* Action item
Repeat exactly, and only, the lines from the one containing "Build a routing graph from this picture, using" through the end of the records.

━━ Source records ━━

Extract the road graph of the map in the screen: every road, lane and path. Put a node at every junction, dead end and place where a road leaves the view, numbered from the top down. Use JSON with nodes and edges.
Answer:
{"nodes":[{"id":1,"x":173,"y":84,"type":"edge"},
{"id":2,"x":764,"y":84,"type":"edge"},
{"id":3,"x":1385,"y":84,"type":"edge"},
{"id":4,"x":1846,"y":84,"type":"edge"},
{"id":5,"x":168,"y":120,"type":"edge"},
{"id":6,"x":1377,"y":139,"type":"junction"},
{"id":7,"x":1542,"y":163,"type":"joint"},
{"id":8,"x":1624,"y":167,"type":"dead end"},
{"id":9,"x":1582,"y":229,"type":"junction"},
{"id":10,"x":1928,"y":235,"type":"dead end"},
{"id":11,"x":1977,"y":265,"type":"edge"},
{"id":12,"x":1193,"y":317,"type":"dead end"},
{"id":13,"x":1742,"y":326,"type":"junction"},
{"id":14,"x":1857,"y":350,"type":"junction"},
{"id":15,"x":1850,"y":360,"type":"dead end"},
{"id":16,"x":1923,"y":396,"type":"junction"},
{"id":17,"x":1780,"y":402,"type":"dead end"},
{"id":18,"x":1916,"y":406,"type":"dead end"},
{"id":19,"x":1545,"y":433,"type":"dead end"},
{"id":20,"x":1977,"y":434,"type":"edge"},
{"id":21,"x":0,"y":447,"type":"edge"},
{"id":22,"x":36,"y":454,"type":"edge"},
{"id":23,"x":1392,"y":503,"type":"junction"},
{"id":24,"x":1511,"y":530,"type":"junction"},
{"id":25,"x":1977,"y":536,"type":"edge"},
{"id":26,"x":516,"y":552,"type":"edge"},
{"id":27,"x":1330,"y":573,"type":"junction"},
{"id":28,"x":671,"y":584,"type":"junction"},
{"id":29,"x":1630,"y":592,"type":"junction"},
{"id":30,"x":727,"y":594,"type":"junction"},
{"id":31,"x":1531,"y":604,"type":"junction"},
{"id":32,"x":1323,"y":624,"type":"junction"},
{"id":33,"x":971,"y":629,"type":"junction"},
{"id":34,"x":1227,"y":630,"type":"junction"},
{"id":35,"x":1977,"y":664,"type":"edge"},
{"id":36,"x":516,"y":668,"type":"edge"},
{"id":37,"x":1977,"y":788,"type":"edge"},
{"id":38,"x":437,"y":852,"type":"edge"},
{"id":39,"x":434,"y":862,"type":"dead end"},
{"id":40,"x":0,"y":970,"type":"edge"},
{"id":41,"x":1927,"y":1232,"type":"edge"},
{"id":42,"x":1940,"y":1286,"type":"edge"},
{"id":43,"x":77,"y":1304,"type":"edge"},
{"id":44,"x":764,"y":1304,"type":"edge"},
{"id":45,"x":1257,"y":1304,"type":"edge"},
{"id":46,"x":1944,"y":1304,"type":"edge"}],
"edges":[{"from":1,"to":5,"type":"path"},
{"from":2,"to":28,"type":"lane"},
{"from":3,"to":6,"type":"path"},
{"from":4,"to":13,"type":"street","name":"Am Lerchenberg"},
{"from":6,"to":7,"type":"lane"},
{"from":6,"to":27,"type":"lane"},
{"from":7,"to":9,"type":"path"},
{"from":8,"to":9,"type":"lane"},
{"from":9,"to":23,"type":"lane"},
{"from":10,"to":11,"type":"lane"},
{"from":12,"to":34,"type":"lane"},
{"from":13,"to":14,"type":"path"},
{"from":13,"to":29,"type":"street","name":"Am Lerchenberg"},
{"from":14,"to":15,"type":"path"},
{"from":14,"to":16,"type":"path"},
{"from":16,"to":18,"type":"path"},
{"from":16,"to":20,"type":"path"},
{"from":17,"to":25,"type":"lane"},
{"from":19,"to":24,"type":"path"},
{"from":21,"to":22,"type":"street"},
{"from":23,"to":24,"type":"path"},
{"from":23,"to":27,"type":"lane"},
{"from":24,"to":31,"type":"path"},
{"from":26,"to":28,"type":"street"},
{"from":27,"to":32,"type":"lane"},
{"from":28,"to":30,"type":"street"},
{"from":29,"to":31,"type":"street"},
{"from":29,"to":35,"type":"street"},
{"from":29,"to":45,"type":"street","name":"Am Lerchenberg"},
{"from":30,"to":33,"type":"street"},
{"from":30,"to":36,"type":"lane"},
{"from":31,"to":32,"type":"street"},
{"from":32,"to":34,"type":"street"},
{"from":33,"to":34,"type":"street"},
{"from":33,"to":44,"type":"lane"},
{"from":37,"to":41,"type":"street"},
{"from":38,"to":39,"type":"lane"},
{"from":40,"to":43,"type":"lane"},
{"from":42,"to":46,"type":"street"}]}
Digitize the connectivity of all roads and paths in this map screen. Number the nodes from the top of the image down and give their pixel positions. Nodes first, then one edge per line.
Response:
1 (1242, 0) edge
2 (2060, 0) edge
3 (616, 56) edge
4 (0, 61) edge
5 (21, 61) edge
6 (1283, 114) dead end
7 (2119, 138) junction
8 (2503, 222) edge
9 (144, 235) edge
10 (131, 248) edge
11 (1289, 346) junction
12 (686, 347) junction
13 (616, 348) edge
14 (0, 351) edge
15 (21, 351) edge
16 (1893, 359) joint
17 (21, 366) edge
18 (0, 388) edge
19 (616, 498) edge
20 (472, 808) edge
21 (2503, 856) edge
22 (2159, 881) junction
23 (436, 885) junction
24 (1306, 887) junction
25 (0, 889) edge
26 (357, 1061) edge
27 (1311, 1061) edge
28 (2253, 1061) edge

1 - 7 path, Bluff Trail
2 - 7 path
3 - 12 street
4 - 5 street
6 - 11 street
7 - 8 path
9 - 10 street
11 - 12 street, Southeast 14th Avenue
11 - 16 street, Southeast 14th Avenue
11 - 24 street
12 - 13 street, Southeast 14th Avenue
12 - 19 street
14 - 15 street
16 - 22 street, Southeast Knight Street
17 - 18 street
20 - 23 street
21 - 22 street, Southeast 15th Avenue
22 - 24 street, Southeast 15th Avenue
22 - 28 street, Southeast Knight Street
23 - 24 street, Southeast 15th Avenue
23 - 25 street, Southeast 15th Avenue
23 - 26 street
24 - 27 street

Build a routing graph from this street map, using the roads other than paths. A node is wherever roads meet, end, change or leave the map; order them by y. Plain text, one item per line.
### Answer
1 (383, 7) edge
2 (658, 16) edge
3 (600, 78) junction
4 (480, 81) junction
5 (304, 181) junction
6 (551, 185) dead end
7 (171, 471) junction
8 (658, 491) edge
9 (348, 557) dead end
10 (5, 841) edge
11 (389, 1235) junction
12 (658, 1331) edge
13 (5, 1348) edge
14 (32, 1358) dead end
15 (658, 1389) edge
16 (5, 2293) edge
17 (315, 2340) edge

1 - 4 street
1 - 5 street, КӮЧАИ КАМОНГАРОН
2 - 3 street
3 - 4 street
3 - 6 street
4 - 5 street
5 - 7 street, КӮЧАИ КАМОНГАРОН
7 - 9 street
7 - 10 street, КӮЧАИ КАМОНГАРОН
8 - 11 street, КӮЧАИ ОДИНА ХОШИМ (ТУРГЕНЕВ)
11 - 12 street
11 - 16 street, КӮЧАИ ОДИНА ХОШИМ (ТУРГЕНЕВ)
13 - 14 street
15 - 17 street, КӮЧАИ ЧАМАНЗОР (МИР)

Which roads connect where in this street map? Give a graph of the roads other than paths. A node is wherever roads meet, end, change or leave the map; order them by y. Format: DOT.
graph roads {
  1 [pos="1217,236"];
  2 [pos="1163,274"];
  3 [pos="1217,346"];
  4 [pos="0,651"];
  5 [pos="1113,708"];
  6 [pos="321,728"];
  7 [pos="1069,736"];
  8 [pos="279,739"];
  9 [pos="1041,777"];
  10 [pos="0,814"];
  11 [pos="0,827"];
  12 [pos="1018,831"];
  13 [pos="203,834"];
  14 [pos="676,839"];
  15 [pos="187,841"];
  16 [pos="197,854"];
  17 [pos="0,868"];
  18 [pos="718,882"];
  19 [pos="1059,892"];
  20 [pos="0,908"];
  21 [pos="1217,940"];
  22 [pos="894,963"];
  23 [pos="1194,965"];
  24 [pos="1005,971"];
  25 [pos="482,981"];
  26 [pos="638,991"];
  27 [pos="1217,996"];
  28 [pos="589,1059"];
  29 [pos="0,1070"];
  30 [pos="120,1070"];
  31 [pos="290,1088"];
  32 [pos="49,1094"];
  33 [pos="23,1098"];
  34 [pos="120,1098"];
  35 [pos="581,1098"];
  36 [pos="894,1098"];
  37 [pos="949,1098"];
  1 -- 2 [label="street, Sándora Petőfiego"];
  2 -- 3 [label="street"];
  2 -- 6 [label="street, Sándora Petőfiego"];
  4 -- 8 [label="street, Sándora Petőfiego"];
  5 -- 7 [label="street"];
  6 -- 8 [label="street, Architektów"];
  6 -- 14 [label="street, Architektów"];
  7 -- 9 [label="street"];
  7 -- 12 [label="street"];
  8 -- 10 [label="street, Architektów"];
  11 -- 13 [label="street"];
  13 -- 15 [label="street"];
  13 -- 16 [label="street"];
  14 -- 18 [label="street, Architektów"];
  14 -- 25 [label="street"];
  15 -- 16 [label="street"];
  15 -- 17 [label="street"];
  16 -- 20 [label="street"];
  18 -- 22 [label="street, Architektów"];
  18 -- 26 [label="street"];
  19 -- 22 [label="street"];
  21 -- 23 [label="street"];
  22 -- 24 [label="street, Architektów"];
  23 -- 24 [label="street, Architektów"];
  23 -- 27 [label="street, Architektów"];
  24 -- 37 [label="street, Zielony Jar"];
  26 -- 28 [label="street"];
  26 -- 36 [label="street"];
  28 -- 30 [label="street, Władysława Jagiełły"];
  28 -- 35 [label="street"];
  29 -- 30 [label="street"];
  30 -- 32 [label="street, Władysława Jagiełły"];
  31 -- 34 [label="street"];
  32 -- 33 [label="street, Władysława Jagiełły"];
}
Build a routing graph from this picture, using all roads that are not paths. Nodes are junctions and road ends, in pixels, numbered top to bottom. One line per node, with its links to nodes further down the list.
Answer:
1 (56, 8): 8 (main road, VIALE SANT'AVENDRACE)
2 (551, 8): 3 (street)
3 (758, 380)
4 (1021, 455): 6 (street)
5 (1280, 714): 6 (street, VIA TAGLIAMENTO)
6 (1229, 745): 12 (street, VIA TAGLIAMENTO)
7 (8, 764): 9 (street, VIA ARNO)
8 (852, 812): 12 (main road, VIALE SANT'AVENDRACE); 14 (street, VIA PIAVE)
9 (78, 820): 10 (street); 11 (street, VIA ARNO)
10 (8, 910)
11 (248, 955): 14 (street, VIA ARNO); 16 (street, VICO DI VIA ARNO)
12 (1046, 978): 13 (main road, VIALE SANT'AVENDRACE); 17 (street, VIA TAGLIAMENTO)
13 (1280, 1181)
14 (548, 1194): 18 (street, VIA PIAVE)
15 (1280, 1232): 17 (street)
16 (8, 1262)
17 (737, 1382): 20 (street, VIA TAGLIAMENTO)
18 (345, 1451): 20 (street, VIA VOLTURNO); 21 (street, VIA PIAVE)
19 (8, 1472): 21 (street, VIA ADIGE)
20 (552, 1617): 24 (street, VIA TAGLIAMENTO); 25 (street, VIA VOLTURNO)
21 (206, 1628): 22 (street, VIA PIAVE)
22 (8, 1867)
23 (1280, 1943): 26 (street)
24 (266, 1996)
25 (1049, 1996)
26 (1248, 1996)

━━━

* Solution to this task
Build a routing graph from this picture, using all roads that are not paths. Nodes are junctions and road ends, in pixels, numbered top to bottom. One line per node, with its links to nodes further down the list.
Answer:
1 (56, 8): 8 (main road, VIALE SANT'AVENDRACE)
2 (551, 8): 3 (street)
3 (758, 380)
4 (1021, 455): 6 (street)
5 (1280, 714): 6 (street, VIA TAGLIAMENTO)
6 (1229, 745): 12 (street, VIA TAGLIAMENTO)
7 (8, 764): 9 (street, VIA ARNO)
8 (852, 812): 12 (main road, VIALE SANT'AVENDRACE); 14 (street, VIA PIAVE)
9 (78, 820): 10 (street); 11 (street, VIA ARNO)
10 (8, 910)
11 (248, 955): 14 (street, VIA ARNO); 16 (street, VICO DI VIA ARNO)
12 (1046, 978): 13 (main road, VIALE SANT'AVENDRACE); 17 (street, VIA TAGLIAMENTO)
13 (1280, 1181)
14 (548, 1194): 18 (street, VIA PIAVE)
15 (1280, 1232): 17 (street)
16 (8, 1262)
17 (737, 1382): 20 (street, VIA TAGLIAMENTO)
18 (345, 1451): 20 (street, VIA VOLTURNO); 21 (street, VIA PIAVE)
19 (8, 1472): 21 (street, VIA ADIGE)
20 (552, 1617): 24 (street, VIA TAGLIAMENTO); 25 (street, VIA VOLTURNO)
21 (206, 1628): 22 (street, VIA PIAVE)
22 (8, 1867)
23 (1280, 1943): 26 (street)
24 (266, 1996)
25 (1049, 1996)
26 (1248, 1996)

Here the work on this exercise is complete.